To solve for the amortization schedule, we can follow these steps:

Step 1: Determine the Annual Payment

The loan amount is $17,000, and the interest rate is 10% per year. The loan is to be repaid in equal installments at the end of each of the next three years. This is a typical case for an amortization schedule using the formula for the payment on an amortizing loan:

$PMT = \frac{P \cdot r}{1 - (1 + r)^{-n}}$ Where:

• $PMT$ = annual payment
• $P$ = principal amount (loan balance), which is $17,000
• $r$ = interest rate per period (10% or 0.10)
• $n$ = number of periods (3 years)

Let's plug the values into the formula to find the annual payment:

$PMT = \frac{17,000 \times 0.10}{1 - (1 + 0.10)^{-3}} = \frac{1,700}{1 - (1.10)^{-3}}$

Now, we'll compute the exact value for the payment:

$PMT = \frac{1,700}{1 - 0.7513} = \frac{1,700}{0.2487} \approx 6,834.14$

So, the annual payment is approximately $6,834.14.

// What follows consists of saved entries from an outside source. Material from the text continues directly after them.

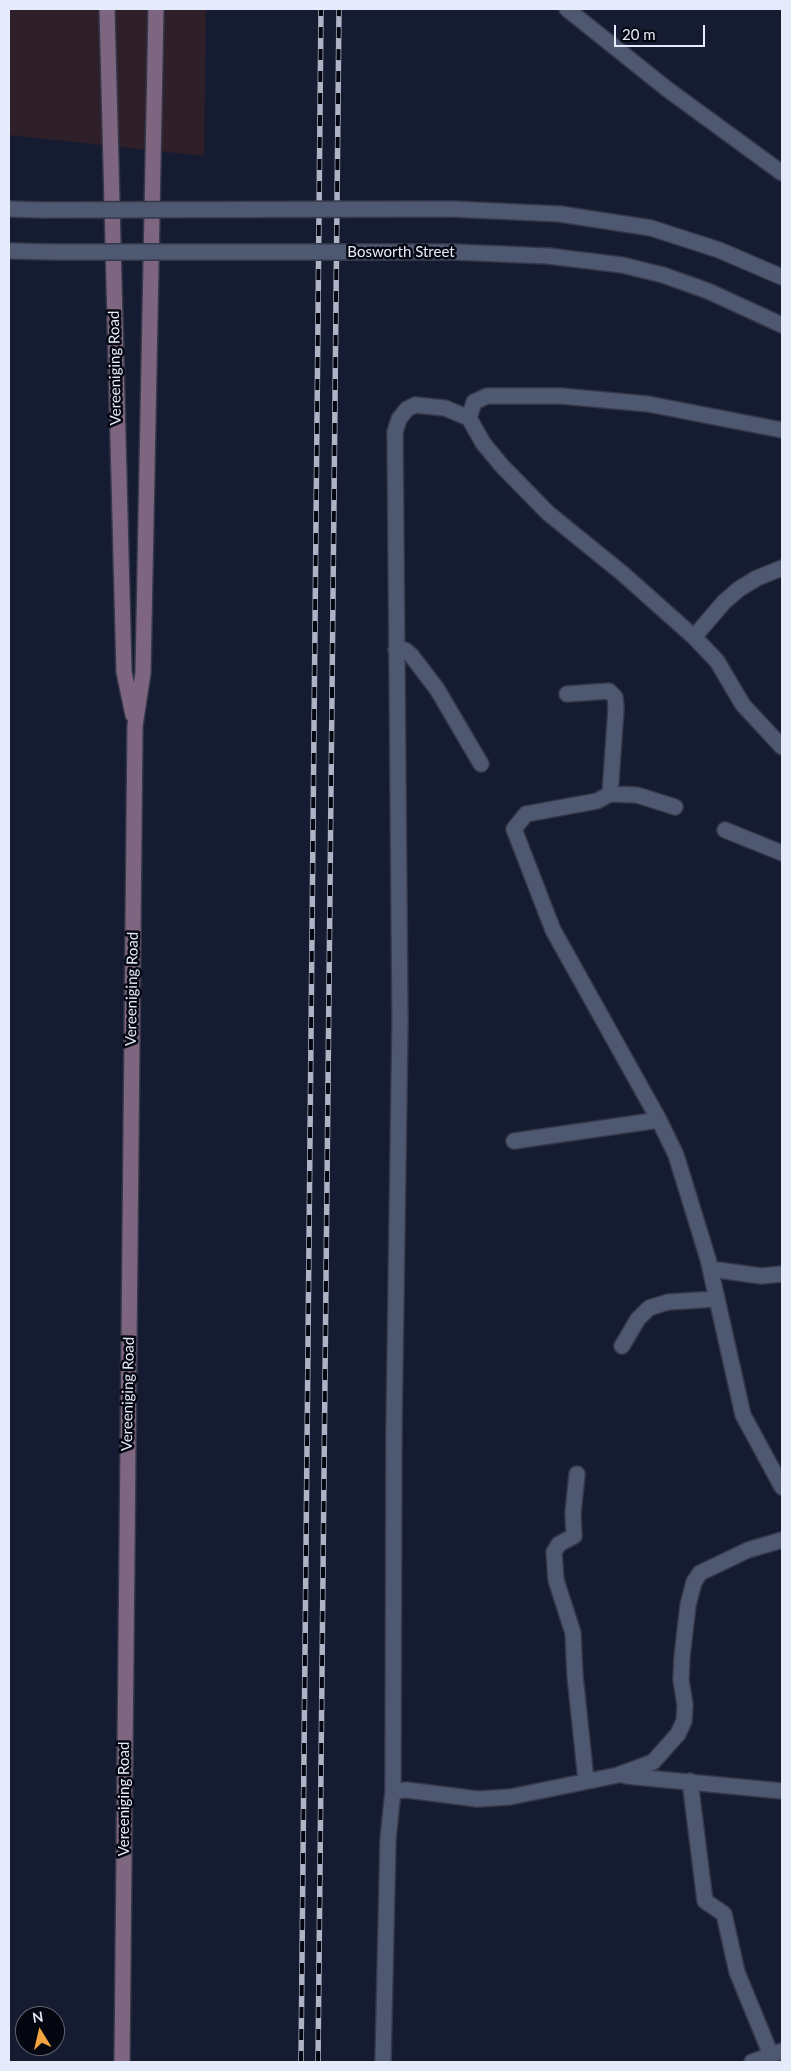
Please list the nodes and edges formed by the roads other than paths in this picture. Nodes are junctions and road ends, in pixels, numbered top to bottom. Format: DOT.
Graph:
graph roads {
  1 [pos="107,9"];
  2 [pos="156,9"];
  3 [pos="567,9"];
  4 [pos="782,173"];
  5 [pos="9,209"];
  6 [pos="9,250"];
  7 [pos="782,277"];
  8 [pos="782,325"];
  9 [pos="469,418"];
  10 [pos="782,430"];
  11 [pos="782,568"];
  12 [pos="694,637"];
  13 [pos="396,650"];
  14 [pos="567,694"];
  15 [pos="135,726"];
  16 [pos="782,748"];
  17 [pos="481,764"];
  18 [pos="610,794"];
  19 [pos="675,807"];
  20 [pos="725,830"];
  21 [pos="782,853"];
  22 [pos="658,1120"];
  23 [pos="514,1141"];
  24 [pos="711,1269"];
  25 [pos="782,1274"];
  26 [pos="716,1299"];
  27 [pos="622,1346"];
  28 [pos="577,1474"];
  29 [pos="782,1487"];
  30 [pos="782,1540"];
  31 [pos="617,1775"];
  32 [pos="586,1780"];
  33 [pos="690,1781"];
  34 [pos="393,1791"];
  35 [pos="782,1791"];
  36 [pos="776,2053"];
  37 [pos="122,2062"];
  38 [pos="383,2062"];
  39 [pos="752,2062"];
  1 -- 15 [label="main road, Vereeniging Road"];
  2 -- 15 [label="main road, Vereeniging Road"];
  3 -- 4 [label="street"];
  5 -- 7 [label="street, bridge"];
  6 -- 8 [label="street, Bosworth Street, bridge"];
  9 -- 10 [label="street"];
  9 -- 12 [label="street"];
  9 -- 13 [label="street"];
  11 -- 12 [label="street"];
  12 -- 16 [label="street"];
  13 -- 17 [label="street"];
  13 -- 34 [label="street"];
  14 -- 18 [label="street"];
  15 -- 37 [label="main road, Vereeniging Road"];
  18 -- 19 [label="street"];
  18 -- 22 [label="street"];
  20 -- 21 [label="street"];
  22 -- 23 [label="street"];
  22 -- 24 [label="street"];
  24 -- 25 [label="street"];
  24 -- 26 [label="street"];
  26 -- 27 [label="street"];
  26 -- 29 [label="street"];
  28 -- 32 [label="street"];
  30 -- 31 [label="street"];
  31 -- 32 [label="street"];
  31 -- 33 [label="street"];
  32 -- 34 [label="street"];
  33 -- 35 [label="street"];
  33 -- 36 [label="street"];
  34 -- 38 [label="street"];
  36 -- 39 [label="street"];
}
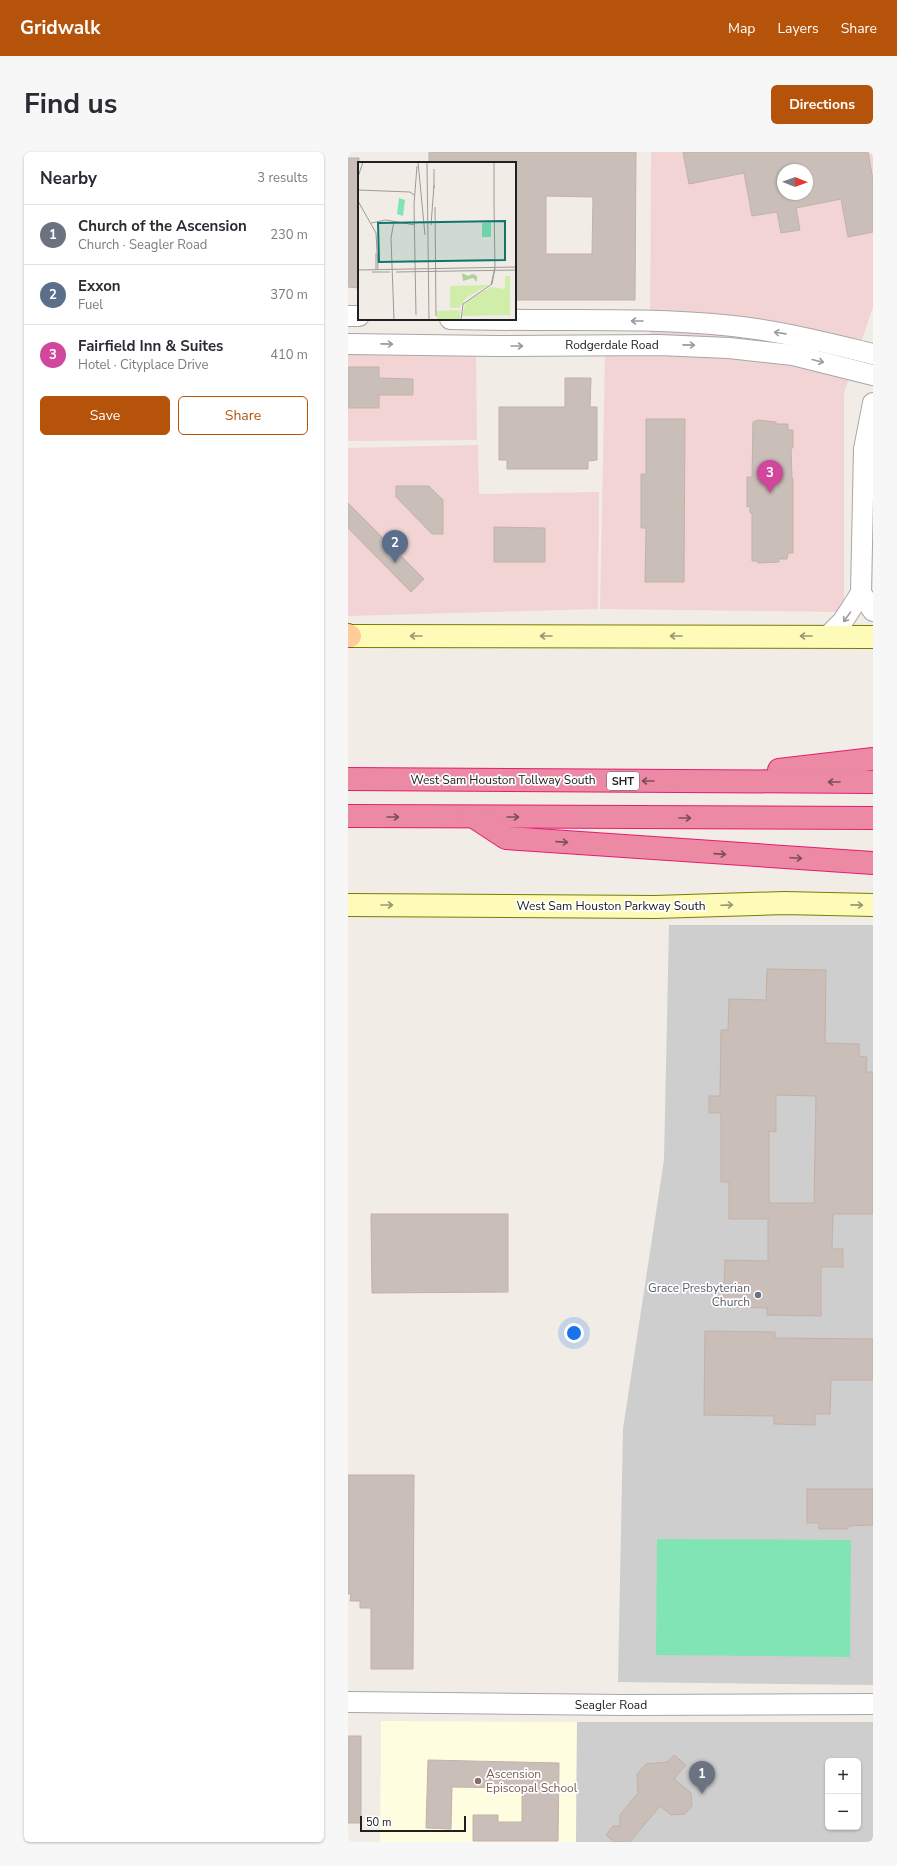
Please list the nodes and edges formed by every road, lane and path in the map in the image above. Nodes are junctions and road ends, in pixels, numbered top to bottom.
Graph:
1 (459, 320) edge
2 (516, 320) edge
3 (660, 321) junction
4 (348, 344) edge
5 (467, 345) junction
6 (659, 345) junction
7 (873, 354) edge
8 (873, 375) edge
9 (873, 403) edge
10 (861, 593) junction
11 (873, 611) edge
12 (348, 636) edge
13 (827, 636) junction
14 (873, 636) edge
15 (873, 759) edge
16 (348, 779) edge
17 (678, 781) junction
18 (873, 782) edge
19 (348, 816) edge
20 (474, 817) junction
21 (873, 818) edge
22 (873, 863) edge
23 (348, 905) edge
24 (873, 905) edge
25 (348, 1702) edge
26 (873, 1704) edge

1 - 5 street
3 -> 2 street, Rodgerdale Road
3 - 6 street
7 -> 3 street, Rodgerdale Road
4 -> 5 street, Rodgerdale Road
5 -> 6 street, Rodgerdale Road
6 -> 8 street, Rodgerdale Road
9 - 10 street
10 - 11 street
10 -> 13 street
13 -> 12 main road
13 - 14 main road
15 - 17 highway
17 -> 16 highway, West Sam Houston Tollway South / SHT
18 -> 17 highway, West Sam Houston Tollway South / SHT
19 -> 20 highway
20 -> 21 highway
20 -> 22 highway
23 -> 24 main road, West Sam Houston Parkway South
25 - 26 street, Seagler Road

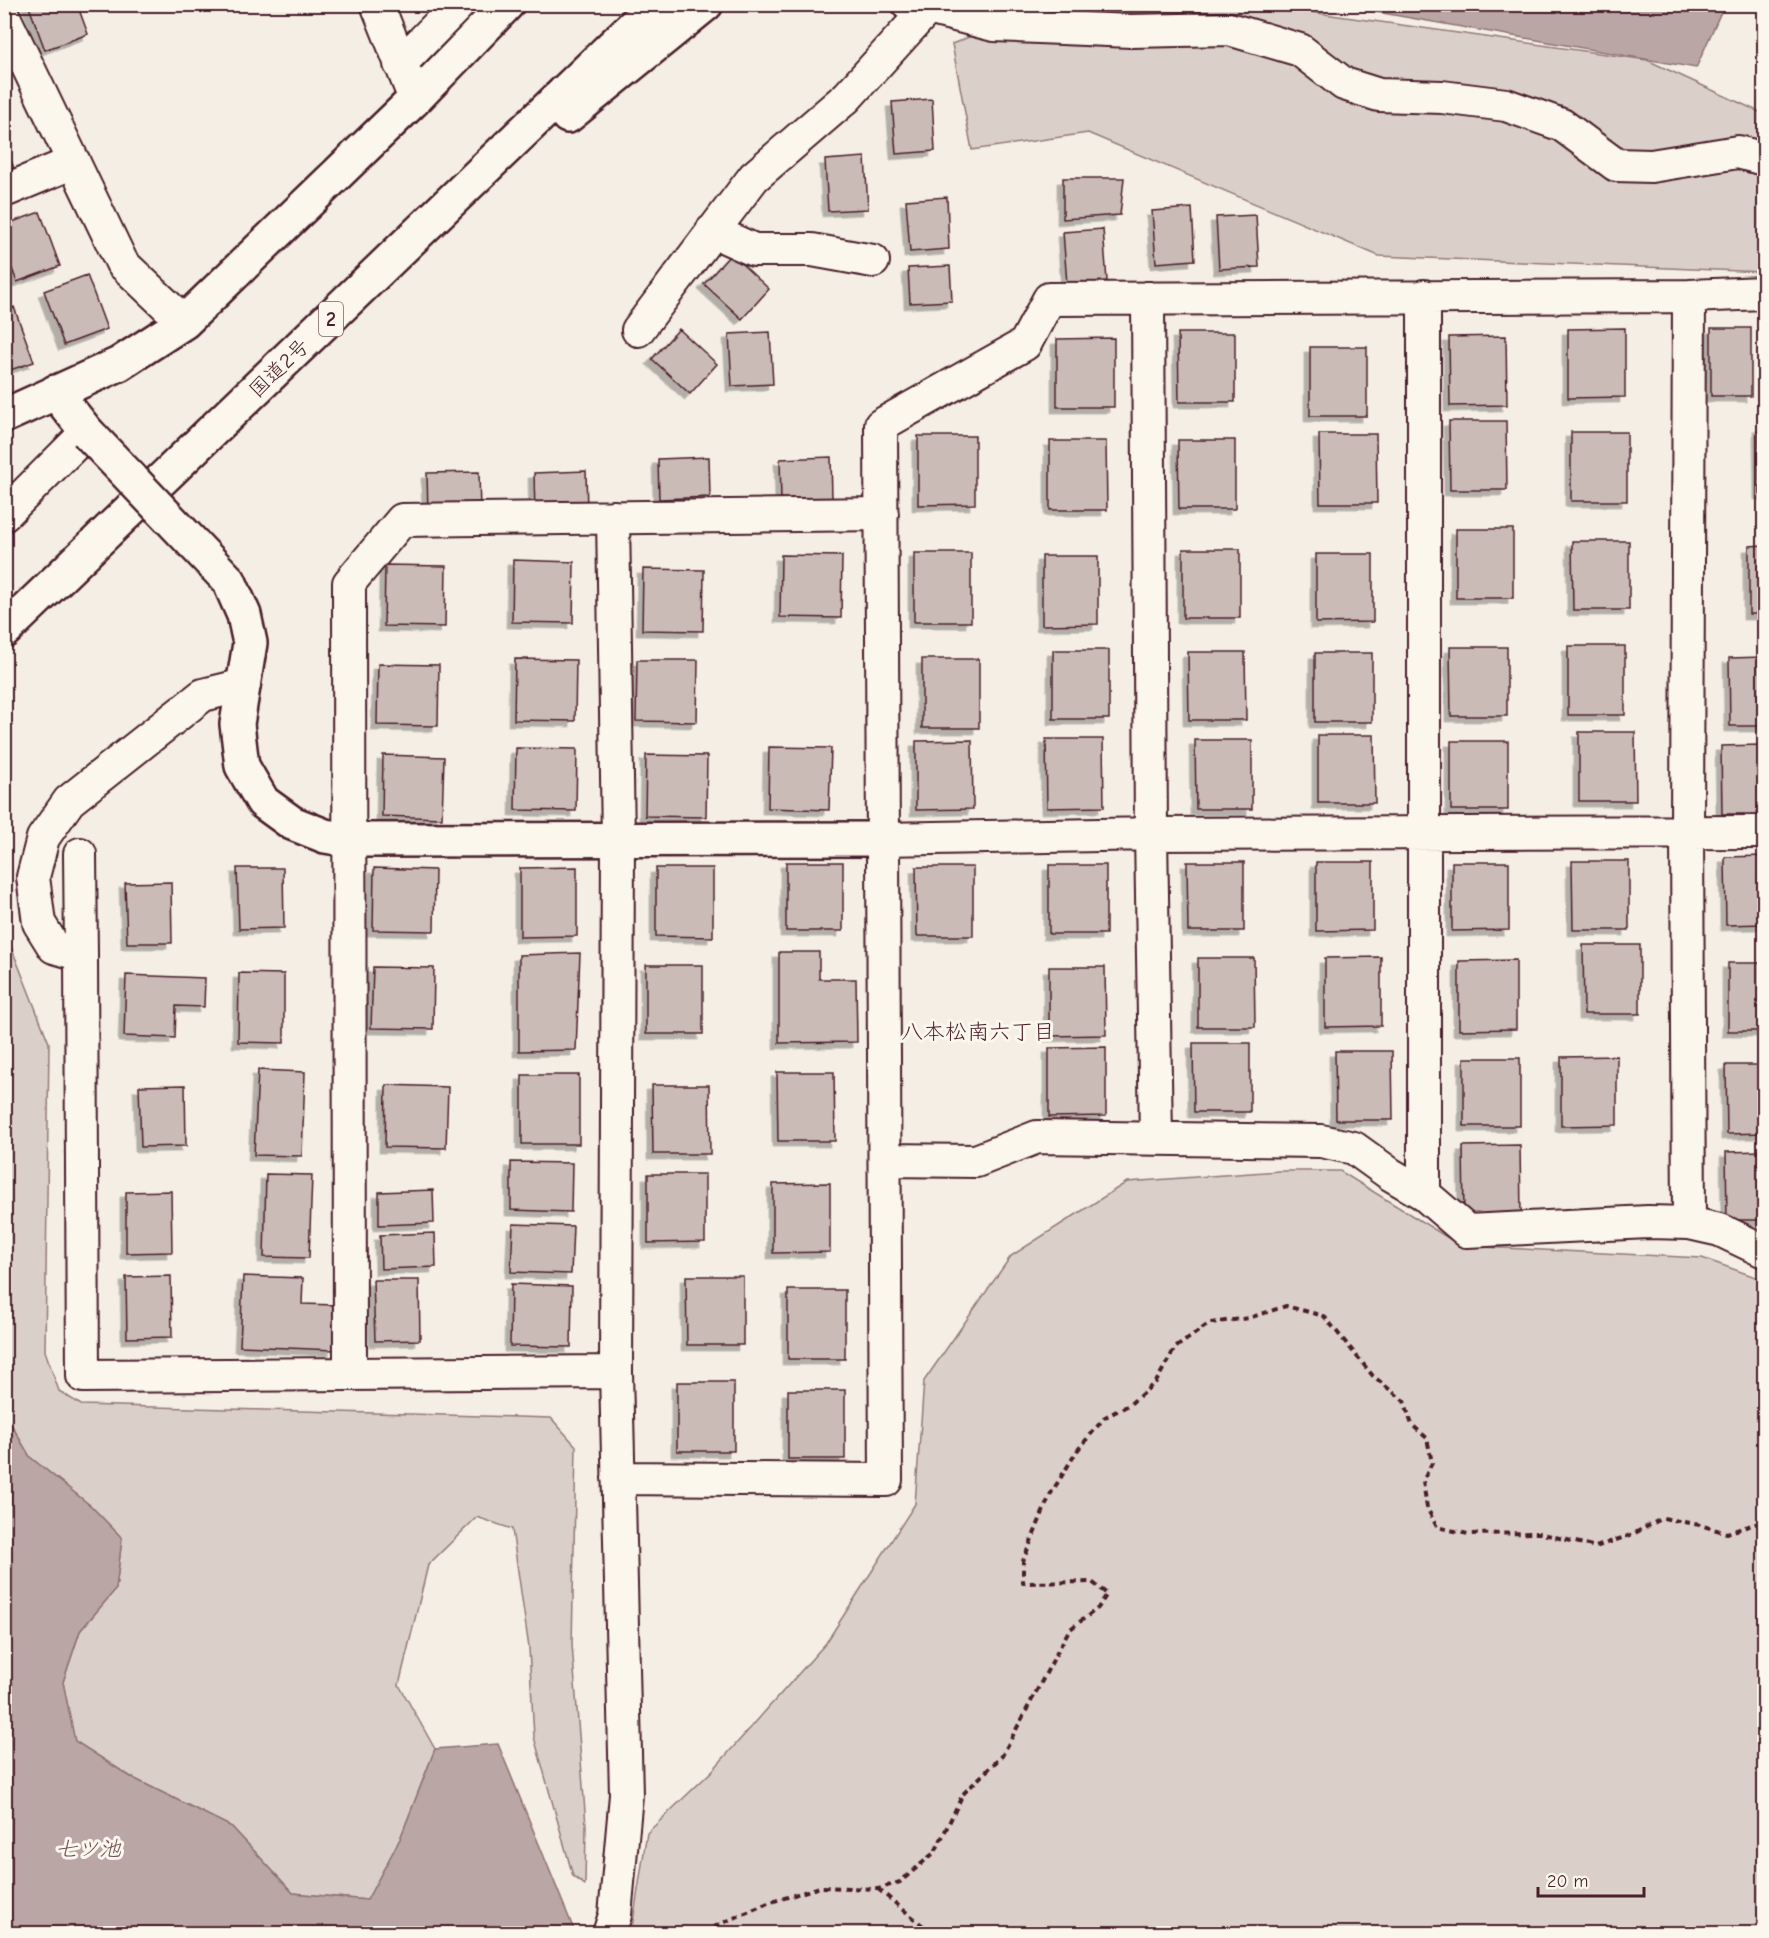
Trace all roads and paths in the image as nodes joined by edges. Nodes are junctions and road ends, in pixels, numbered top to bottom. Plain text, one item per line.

Step 2: Set up the Amortization Table

Now we can set up the amortization table. For each year, we'll calculate:

• Interest for the year: The interest for each year is calculated as the beginning balance multiplied by the interest rate (10%).
• Principal repaid: The principal repayment is the total payment minus the interest for the year.
• Ending balance: The ending balance is the beginning balance minus the principal repaid.

We'll now create the amortization schedule.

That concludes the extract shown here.